Sir John had believed that the Celts were the remnants of a great culture that extended from modern-day eastern France, Switzerland, southern Germany and Austria.
But Professor Koch has determines that archaeological inscriptions on stones show that the Celts came from southern Portugal and south-west Spain.
"There is evidence in Spain and Portugal indicating they were there 500 or more years before," according to Koch.
He explains that there are Celtic texts in Portugal and Spain way before they started springing up in central Europe during Roman times.
One key piece of evidence is the earliest written language of western Europe - Tartessian, found on inscribed stones in Portugal and Spain dating back to between 800 BC and 400 BC.

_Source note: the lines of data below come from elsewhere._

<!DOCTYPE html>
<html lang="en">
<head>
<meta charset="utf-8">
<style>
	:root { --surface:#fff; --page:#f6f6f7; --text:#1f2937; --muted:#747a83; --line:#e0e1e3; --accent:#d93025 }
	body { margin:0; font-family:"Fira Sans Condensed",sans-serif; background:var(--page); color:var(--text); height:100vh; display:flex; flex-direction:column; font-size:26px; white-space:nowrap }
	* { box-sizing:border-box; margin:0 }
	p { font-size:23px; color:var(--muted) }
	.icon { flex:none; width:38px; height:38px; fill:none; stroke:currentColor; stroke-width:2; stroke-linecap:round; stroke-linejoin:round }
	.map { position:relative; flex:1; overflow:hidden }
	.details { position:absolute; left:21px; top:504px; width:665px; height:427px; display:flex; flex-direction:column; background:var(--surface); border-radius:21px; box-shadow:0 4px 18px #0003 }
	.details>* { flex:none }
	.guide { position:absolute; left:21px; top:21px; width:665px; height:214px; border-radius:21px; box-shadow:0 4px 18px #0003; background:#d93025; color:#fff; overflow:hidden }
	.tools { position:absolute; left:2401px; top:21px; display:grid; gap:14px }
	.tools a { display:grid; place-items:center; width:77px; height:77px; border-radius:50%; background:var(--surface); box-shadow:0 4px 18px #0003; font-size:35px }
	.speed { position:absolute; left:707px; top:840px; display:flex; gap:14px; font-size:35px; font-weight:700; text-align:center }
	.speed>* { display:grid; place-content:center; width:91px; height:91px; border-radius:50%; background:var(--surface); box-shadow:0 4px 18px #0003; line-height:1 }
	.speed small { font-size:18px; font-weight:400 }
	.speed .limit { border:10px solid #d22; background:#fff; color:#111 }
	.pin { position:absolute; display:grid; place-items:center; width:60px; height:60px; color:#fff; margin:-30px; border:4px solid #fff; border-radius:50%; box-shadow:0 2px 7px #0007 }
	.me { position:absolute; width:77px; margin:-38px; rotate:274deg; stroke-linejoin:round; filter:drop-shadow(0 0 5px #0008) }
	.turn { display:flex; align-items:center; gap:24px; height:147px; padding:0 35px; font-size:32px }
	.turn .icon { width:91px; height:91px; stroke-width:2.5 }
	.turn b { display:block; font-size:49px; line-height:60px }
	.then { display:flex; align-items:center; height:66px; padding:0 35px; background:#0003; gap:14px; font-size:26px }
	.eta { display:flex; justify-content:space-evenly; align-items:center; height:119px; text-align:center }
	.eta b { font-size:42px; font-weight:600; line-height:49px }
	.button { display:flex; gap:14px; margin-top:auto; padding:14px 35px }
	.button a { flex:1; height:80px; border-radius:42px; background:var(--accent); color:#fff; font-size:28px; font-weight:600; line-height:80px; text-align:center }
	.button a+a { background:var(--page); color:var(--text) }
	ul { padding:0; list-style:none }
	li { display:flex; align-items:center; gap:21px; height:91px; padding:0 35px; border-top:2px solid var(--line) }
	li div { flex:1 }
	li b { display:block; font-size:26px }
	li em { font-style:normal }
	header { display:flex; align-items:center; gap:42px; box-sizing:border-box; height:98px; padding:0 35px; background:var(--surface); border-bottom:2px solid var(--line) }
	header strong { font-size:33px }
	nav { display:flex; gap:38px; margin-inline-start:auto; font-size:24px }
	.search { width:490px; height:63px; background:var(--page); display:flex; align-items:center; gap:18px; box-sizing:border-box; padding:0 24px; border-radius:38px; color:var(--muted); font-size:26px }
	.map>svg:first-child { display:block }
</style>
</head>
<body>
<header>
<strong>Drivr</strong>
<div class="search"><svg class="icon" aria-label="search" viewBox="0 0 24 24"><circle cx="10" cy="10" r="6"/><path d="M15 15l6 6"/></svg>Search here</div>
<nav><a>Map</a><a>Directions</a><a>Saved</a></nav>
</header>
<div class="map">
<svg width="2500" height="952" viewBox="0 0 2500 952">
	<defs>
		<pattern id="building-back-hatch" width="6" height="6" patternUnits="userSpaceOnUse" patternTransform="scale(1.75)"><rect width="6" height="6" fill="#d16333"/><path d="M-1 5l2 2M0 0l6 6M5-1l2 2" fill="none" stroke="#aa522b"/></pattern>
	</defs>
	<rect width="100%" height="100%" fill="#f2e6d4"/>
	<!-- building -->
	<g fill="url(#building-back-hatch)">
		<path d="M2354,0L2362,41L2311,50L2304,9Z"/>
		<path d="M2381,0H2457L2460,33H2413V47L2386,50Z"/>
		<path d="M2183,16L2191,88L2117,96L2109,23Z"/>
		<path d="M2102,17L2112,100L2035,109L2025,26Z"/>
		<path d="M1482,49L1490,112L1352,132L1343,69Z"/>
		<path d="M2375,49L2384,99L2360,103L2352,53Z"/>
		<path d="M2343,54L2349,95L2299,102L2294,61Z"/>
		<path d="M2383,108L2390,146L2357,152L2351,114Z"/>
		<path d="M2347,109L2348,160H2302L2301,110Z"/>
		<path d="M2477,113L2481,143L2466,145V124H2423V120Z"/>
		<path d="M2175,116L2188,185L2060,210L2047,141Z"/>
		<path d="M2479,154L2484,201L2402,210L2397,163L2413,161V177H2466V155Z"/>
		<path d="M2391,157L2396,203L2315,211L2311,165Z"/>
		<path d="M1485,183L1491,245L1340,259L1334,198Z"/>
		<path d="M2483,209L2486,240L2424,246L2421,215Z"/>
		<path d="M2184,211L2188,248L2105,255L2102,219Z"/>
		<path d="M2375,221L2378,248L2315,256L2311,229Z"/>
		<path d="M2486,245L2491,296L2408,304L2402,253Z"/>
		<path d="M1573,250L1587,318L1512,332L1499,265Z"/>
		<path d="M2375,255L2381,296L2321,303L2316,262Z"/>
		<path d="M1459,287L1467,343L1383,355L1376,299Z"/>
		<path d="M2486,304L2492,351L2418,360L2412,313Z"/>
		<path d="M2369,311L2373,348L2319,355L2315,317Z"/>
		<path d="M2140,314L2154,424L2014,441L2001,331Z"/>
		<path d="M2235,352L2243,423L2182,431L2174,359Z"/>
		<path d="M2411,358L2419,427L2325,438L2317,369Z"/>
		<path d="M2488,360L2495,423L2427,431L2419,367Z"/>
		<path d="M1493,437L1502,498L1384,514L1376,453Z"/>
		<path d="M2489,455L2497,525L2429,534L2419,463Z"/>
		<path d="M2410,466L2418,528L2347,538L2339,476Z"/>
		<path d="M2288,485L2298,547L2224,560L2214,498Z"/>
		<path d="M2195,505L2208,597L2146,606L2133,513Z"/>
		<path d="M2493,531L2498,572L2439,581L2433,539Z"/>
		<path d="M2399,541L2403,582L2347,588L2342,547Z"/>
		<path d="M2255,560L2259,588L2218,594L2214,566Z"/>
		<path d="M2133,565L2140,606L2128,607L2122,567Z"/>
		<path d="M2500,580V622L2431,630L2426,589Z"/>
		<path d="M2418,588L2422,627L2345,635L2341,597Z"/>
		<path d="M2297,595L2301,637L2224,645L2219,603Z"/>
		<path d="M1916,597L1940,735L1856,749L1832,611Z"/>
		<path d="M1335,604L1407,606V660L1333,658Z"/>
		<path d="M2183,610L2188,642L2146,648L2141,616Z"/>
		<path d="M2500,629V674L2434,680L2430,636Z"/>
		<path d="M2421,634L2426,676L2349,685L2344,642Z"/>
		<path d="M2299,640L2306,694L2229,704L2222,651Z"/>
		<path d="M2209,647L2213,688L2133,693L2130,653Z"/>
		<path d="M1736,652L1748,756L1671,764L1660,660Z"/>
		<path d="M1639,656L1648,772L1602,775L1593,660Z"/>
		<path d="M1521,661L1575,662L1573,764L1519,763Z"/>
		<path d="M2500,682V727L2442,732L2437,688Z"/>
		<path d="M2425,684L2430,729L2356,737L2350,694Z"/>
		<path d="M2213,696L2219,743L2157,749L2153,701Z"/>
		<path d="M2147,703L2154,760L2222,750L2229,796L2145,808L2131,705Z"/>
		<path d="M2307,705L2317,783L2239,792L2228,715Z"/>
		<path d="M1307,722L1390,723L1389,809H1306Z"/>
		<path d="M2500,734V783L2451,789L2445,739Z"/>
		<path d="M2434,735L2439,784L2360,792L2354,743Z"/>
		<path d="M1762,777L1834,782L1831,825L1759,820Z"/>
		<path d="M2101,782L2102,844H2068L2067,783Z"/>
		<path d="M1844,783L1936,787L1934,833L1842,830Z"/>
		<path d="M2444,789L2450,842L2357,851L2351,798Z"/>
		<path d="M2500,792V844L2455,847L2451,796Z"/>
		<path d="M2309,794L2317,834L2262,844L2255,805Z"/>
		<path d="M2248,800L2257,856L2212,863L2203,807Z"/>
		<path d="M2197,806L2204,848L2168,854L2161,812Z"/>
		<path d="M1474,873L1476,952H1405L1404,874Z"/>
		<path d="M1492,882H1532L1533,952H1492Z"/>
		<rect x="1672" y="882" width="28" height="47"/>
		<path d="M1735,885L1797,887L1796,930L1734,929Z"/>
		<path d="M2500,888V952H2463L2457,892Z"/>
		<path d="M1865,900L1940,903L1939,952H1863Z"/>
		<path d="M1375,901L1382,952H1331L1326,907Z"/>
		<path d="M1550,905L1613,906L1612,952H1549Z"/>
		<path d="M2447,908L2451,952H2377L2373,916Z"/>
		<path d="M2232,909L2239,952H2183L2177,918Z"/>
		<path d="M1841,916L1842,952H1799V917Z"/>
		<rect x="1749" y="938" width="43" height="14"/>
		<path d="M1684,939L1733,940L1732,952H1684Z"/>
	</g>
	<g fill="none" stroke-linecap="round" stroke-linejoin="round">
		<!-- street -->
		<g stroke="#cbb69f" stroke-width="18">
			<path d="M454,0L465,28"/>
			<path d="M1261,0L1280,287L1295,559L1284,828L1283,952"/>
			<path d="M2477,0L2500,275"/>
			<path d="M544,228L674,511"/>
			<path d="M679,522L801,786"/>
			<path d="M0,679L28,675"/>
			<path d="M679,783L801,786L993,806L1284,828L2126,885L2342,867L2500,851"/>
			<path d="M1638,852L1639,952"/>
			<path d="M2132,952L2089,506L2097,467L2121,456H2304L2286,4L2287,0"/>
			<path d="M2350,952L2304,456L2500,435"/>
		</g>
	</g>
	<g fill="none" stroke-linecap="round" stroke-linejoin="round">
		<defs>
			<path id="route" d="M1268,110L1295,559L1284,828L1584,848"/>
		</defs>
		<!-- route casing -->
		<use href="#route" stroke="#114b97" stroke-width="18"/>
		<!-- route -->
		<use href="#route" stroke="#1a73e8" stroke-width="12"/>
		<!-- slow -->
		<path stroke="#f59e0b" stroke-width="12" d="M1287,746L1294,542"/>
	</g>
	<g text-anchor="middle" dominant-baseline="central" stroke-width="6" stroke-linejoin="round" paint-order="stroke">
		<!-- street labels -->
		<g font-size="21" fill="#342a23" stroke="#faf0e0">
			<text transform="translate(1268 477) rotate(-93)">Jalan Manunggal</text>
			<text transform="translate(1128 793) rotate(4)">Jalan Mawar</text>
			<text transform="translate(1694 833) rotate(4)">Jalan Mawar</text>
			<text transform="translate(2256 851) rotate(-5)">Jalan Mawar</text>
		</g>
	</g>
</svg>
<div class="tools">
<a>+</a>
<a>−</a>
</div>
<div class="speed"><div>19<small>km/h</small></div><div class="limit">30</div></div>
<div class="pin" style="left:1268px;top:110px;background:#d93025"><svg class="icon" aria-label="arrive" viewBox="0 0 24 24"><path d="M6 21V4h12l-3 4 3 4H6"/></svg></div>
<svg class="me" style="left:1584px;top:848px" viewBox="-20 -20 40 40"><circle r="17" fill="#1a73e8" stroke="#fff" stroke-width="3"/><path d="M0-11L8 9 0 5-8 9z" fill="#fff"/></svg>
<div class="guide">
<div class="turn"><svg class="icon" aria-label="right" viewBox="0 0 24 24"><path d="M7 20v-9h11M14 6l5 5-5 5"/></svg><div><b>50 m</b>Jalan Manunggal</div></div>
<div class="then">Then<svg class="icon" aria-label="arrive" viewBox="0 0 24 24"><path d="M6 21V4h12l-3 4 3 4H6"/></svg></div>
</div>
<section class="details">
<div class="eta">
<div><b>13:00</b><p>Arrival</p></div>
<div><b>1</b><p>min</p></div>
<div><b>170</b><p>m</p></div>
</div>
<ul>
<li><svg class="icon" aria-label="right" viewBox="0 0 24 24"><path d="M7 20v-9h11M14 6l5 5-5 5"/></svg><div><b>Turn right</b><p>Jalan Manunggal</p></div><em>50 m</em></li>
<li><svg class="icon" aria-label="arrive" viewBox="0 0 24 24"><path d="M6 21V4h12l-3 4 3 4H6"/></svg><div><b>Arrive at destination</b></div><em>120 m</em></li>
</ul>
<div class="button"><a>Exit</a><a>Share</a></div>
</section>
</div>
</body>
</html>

Koch maintains this language can be deciphered as Celtic.
According to Dr Raimund Karl, an expert on Welsh history and archaeology, there is also biological and genetic evidence to support professor Koch's theory.
"In the last couple of years there have been a number of genetic studies of human DNA indicating that the population of much of the western part of the British Isles is related to other communities along the Atlantic seafront," said Karl. "These include Brittany, northern Spain, Portugal and the French Atlantic coast. That's their genetic origin," he added.
Dr Karl said that there is also archaeological evidence suggesting a cultural link with central Europe.
"There is evidence suggesting a link with central Europe from elite-material culture - stuff associated with the upper parts of society. This includes weaponry, feasting equipment, artwork on jewellery and other prestigious items," he said.